By Paul Knipe, Bert Maerten, Kate Moger, and Aleema Shivji


This blog was originally published by Alliance on 29 July 2024.

In October 2023, a group of us seeking to support ‘transformation’ in NGOs came together, facilitated by Mary Ann Clements, in an Action Learning Set (ALS). Six sessions later, we’ve enjoyed deep listening, learning and making connections across different parts of the ecosystem. 

We wanted to share some of what made this process so special: the ways in which it enabled us to practise curiosity, to practise holding different perspectives, and to offer each other a safe, brave space in which to acknowledge the multiple ways in which transformation is hard –  personally, and professionally. 

The container that action learning is designed to provide is intentionally a space to challenge ourselves to new and different kinds of action so it can be a powerful tool to support change in our practice and, hopefully beyond that, our sector more widely. It is also grounded in the idea that, to be able to lead change well, we have to reflect on how we and our own teams actually change. In other words, we have to both reflect on how we are doing it and then make changes and learn from the process. This is a layer sometimes missing when we focus on the systemic issues only and how much others need to change and yet is a critical and important partner to it. 
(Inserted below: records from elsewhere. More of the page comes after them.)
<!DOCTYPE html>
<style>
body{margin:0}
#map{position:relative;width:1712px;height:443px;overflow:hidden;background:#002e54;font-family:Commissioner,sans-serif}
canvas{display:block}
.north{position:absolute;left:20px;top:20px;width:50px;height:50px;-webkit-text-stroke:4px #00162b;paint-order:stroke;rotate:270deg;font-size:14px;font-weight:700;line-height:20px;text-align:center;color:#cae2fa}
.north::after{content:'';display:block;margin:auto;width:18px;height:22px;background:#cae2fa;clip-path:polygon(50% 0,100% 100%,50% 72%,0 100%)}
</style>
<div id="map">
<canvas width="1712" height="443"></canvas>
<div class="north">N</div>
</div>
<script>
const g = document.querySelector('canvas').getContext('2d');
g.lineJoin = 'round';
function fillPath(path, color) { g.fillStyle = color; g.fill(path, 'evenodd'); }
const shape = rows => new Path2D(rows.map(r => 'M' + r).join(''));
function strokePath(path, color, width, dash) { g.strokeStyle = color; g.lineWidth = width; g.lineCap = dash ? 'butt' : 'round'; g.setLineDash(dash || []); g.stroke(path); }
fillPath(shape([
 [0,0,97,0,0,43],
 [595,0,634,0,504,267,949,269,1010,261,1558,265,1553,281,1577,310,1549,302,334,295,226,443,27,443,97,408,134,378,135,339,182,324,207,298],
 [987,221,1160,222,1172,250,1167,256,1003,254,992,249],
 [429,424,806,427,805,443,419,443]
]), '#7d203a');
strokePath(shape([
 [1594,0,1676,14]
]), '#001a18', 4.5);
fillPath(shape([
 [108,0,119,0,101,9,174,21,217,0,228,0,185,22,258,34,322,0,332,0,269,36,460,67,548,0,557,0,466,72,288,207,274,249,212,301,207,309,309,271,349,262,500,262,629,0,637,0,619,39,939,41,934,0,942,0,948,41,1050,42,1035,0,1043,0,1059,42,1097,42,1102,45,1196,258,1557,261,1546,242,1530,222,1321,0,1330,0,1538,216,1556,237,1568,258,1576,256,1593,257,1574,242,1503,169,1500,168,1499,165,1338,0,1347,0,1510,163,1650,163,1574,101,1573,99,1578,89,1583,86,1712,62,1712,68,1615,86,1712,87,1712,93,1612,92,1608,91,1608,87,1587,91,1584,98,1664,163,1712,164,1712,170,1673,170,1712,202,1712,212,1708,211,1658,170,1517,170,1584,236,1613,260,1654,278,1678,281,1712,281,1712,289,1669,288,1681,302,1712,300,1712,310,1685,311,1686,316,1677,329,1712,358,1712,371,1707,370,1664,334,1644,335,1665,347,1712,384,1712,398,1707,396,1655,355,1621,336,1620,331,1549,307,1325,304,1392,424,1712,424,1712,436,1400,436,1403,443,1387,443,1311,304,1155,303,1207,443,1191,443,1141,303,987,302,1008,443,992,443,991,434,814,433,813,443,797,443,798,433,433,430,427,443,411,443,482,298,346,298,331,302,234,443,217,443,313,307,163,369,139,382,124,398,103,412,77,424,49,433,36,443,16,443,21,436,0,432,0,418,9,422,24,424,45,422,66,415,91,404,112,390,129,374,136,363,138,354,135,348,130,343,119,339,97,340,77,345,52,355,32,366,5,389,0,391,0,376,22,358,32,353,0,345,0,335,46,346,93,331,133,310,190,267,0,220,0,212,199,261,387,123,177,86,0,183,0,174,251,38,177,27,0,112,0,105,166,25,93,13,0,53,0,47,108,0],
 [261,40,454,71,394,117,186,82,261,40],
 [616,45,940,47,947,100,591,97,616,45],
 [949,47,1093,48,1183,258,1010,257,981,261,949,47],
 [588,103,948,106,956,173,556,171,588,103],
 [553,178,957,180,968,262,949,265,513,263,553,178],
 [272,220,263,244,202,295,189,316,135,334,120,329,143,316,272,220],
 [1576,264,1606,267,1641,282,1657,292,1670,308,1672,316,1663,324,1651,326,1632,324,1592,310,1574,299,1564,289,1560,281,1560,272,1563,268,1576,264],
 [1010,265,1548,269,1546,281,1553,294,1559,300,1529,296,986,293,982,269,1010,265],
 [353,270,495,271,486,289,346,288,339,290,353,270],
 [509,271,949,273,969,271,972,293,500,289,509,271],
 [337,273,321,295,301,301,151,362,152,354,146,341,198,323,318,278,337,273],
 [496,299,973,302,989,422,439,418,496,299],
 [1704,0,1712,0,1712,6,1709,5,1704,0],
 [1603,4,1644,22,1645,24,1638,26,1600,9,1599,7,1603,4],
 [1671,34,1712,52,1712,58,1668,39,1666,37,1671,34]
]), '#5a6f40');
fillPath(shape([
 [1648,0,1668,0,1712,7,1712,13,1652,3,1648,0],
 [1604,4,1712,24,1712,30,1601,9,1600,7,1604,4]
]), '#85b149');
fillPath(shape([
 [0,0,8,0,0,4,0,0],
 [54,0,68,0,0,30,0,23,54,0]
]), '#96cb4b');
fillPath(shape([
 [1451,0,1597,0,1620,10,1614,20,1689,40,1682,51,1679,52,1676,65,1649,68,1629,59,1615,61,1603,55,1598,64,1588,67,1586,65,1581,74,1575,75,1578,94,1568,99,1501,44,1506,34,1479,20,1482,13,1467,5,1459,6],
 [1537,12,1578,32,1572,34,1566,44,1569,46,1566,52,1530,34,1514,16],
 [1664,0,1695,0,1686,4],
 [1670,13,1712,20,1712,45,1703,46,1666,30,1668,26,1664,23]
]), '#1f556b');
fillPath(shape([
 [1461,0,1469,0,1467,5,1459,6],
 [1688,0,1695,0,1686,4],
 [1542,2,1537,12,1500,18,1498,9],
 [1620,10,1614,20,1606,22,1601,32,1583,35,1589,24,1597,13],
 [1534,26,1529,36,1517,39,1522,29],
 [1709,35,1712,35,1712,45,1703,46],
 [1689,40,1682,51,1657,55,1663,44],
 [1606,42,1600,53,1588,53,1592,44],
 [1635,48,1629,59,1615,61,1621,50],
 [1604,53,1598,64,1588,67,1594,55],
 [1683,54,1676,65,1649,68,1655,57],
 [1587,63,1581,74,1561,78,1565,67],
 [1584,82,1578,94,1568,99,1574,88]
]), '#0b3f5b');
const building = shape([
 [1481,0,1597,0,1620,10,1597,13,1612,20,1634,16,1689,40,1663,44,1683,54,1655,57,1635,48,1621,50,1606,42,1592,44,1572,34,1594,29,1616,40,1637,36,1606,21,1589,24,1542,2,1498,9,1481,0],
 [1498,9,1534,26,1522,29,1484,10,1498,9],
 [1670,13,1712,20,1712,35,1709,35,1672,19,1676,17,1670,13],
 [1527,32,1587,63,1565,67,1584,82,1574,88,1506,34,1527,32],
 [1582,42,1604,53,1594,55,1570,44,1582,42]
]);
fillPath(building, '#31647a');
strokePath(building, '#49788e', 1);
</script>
In the process we learned to take time to listen to one another and listen well. This helped us also reflect on thinking carefully about what we are asking and to learn by asking questions. Together we created a brave space to ask ourselves different questions and challenge our own practice. We might come from different organisations, but we’re all part of a system, that’s what connects us and we reflect on how challenging the process of transformation is and why we need each other to do it and to do it well. 

An issue that ran through most of our conversations and reflections was the mindset change required for (if not, demanded by) transformation. Even if accurate, the expectation and its content are not free of biases, including our very own mental models (and interests) that frame the articulation of the desired mindset change. 

When sharing experiences, we noticed that new thinking and practices already exist, but are unevenly distributed. Often, they are at the edges of the organisation and system. How can we bring those forward, or indeed up, in the organisation? What needs to be done to gain attention in places where the incentive for the status quo is the strongest. 

To the extent that transformation often involves a sense of loss (real and/or perceived), what are we doing to help people along this journey? Especially in the subjective, personal, emotional matters of the mind(set). After all, the call for transformation can be confronting. At best, people will grapple with it. More likely, they may feel threatened or somewhat intimidated by it. 

We learned that it is vital to meet people where they are, rather than where we want them to be. This is the hardest bit if you are passionate about transformation and when it is your primary focus. To us, the need for the changes feels so self-evident, but it likely is not to others where the tyranny of now demands their full attention. 

We reflected that our traditional tools do not serve us well on the journey of transformation. The sector has a strong bias for ‘planning’ change. Yet, transformative and mindset changes are not easily ‘planned out’. Our usual tools of strategies, plans, policies, action plans often do not serve us well when we work with emergence and ambiguity. 

We completed the series feeling sincere gratitude for each other’s wisdom and generosity: both in terms of the honest sharing and, perhaps even more importantly, the willingness to sit, listen and work with our questions, doubts, anxieties and opportunities, for several hours at a time. 

We were also grateful to Mary Ann for the flexibility in the facilitation that empowered us to move from a ‘classic’ ALS structure into a more open format. This enabled us to seek and share threads across our collective experiences – and in so doing to model the systems change approach that NGO transformation desperately needs but struggles to realise. 

Practising this kind of meta-cognition in a group: seeking to understand more together about how we are thinking and learning and replicating or disrupting the normative discourses of the group, is a fascinating and unusual opportunity – especially in our experience of ‘aid’ organisations – but to learn how we think and think how we learn is critical – because mindset matters. It underpins how our sector thinks, behaves and acts so needs to be at the root of transformation.